*** Exercise input Section Begins ***

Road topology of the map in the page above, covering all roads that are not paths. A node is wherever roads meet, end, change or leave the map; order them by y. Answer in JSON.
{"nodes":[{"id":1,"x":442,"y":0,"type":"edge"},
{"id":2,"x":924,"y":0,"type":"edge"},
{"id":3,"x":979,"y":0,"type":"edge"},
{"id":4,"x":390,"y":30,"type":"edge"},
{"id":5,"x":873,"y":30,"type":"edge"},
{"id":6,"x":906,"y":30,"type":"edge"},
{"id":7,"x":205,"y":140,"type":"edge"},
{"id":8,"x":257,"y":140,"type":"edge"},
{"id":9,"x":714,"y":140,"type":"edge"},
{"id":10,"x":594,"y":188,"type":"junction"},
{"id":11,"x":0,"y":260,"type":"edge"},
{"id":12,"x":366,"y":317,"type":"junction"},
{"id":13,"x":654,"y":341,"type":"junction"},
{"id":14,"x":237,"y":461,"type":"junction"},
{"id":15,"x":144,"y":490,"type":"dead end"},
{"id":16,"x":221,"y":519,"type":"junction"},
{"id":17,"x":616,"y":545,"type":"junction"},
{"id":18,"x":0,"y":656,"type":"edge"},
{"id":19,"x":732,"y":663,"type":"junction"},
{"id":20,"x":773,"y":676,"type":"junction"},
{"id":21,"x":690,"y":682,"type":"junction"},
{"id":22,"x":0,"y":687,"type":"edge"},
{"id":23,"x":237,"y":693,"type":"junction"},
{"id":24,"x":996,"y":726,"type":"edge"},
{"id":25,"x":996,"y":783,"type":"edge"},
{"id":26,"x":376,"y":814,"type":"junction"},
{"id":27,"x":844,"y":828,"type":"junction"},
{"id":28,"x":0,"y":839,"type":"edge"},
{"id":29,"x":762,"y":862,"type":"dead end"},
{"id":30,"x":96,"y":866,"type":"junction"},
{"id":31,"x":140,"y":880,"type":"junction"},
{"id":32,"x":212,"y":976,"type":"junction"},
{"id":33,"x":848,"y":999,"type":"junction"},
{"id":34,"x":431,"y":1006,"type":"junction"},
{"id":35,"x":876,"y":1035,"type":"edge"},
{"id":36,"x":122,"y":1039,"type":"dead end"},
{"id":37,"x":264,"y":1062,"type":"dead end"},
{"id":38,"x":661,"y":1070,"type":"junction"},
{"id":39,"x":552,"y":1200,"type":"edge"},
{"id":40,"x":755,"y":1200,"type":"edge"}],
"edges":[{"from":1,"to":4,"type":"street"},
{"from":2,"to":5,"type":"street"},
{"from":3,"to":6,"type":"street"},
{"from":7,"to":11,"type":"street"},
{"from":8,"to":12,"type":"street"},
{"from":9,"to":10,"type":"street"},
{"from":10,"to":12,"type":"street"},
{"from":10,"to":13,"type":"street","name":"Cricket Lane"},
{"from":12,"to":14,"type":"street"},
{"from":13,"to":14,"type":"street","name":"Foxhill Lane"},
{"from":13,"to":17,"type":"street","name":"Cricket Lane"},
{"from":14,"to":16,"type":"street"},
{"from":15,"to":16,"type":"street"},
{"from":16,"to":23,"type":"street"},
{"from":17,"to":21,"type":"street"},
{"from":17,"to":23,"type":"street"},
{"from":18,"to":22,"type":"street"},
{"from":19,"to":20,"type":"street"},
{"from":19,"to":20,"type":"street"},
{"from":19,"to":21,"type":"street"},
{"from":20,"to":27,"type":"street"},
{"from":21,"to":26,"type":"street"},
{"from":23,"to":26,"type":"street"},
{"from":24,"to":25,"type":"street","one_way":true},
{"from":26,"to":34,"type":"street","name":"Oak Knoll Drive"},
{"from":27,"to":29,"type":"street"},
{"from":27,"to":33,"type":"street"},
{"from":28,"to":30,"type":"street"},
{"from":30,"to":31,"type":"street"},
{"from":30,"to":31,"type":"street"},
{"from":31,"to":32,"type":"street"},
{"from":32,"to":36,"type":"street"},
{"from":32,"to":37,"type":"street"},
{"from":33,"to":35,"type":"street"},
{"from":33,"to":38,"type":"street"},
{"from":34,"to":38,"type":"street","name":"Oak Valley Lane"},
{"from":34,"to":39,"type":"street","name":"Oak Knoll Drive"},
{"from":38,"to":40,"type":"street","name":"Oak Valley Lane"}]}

*** Exercise input Section Ends ***

■ **Work instruction**: What you should produce is an exact restatement of all the material.

■ **Answer section**:
Road topology of the map in the page above, covering all roads that are not paths. A node is wherever roads meet, end, change or leave the map; order them by y. Answer in JSON.
{"nodes":[{"id":1,"x":442,"y":0,"type":"edge"},
{"id":2,"x":924,"y":0,"type":"edge"},
{"id":3,"x":979,"y":0,"type":"edge"},
{"id":4,"x":390,"y":30,"type":"edge"},
{"id":5,"x":873,"y":30,"type":"edge"},
{"id":6,"x":906,"y":30,"type":"edge"},
{"id":7,"x":205,"y":140,"type":"edge"},
{"id":8,"x":257,"y":140,"type":"edge"},
{"id":9,"x":714,"y":140,"type":"edge"},
{"id":10,"x":594,"y":188,"type":"junction"},
{"id":11,"x":0,"y":260,"type":"edge"},
{"id":12,"x":366,"y":317,"type":"junction"},
{"id":13,"x":654,"y":341,"type":"junction"},
{"id":14,"x":237,"y":461,"type":"junction"},
{"id":15,"x":144,"y":490,"type":"dead end"},
{"id":16,"x":221,"y":519,"type":"junction"},
{"id":17,"x":616,"y":545,"type":"junction"},
{"id":18,"x":0,"y":656,"type":"edge"},
{"id":19,"x":732,"y":663,"type":"junction"},
{"id":20,"x":773,"y":676,"type":"junction"},
{"id":21,"x":690,"y":682,"type":"junction"},
{"id":22,"x":0,"y":687,"type":"edge"},
{"id":23,"x":237,"y":693,"type":"junction"},
{"id":24,"x":996,"y":726,"type":"edge"},
{"id":25,"x":996,"y":783,"type":"edge"},
{"id":26,"x":376,"y":814,"type":"junction"},
{"id":27,"x":844,"y":828,"type":"junction"},
{"id":28,"x":0,"y":839,"type":"edge"},
{"id":29,"x":762,"y":862,"type":"dead end"},
{"id":30,"x":96,"y":866,"type":"junction"},
{"id":31,"x":140,"y":880,"type":"junction"},
{"id":32,"x":212,"y":976,"type":"junction"},
{"id":33,"x":848,"y":999,"type":"junction"},
{"id":34,"x":431,"y":1006,"type":"junction"},
{"id":35,"x":876,"y":1035,"type":"edge"},
{"id":36,"x":122,"y":1039,"type":"dead end"},
{"id":37,"x":264,"y":1062,"type":"dead end"},
{"id":38,"x":661,"y":1070,"type":"junction"},
{"id":39,"x":552,"y":1200,"type":"edge"},
{"id":40,"x":755,"y":1200,"type":"edge"}],
"edges":[{"from":1,"to":4,"type":"street"},
{"from":2,"to":5,"type":"street"},
{"from":3,"to":6,"type":"street"},
{"from":7,"to":11,"type":"street"},
{"from":8,"to":12,"type":"street"},
{"from":9,"to":10,"type":"street"},
{"from":10,"to":12,"type":"street"},
{"from":10,"to":13,"type":"street","name":"Cricket Lane"},
{"from":12,"to":14,"type":"street"},
{"from":13,"to":14,"type":"street","name":"Foxhill Lane"},
{"from":13,"to":17,"type":"street","name":"Cricket Lane"},
{"from":14,"to":16,"type":"street"},
{"from":15,"to":16,"type":"street"},
{"from":16,"to":23,"type":"street"},
{"from":17,"to":21,"type":"street"},
{"from":17,"to":23,"type":"street"},
{"from":18,"to":22,"type":"street"},
{"from":19,"to":20,"type":"street"},
{"from":19,"to":20,"type":"street"},
{"from":19,"to":21,"type":"street"},
{"from":20,"to":27,"type":"street"},
{"from":21,"to":26,"type":"street"},
{"from":23,"to":26,"type":"street"},
{"from":24,"to":25,"type":"street","one_way":true},
{"from":26,"to":34,"type":"street","name":"Oak Knoll Drive"},
{"from":27,"to":29,"type":"street"},
{"from":27,"to":33,"type":"street"},
{"from":28,"to":30,"type":"street"},
{"from":30,"to":31,"type":"street"},
{"from":30,"to":31,"type":"street"},
{"from":31,"to":32,"type":"street"},
{"from":32,"to":36,"type":"street"},
{"from":32,"to":37,"type":"street"},
{"from":33,"to":35,"type":"street"},
{"from":33,"to":38,"type":"street"},
{"from":34,"to":38,"type":"street","name":"Oak Valley Lane"},
{"from":34,"to":39,"type":"street","name":"Oak Knoll Drive"},
{"from":38,"to":40,"type":"street","name":"Oak Valley Lane"}]}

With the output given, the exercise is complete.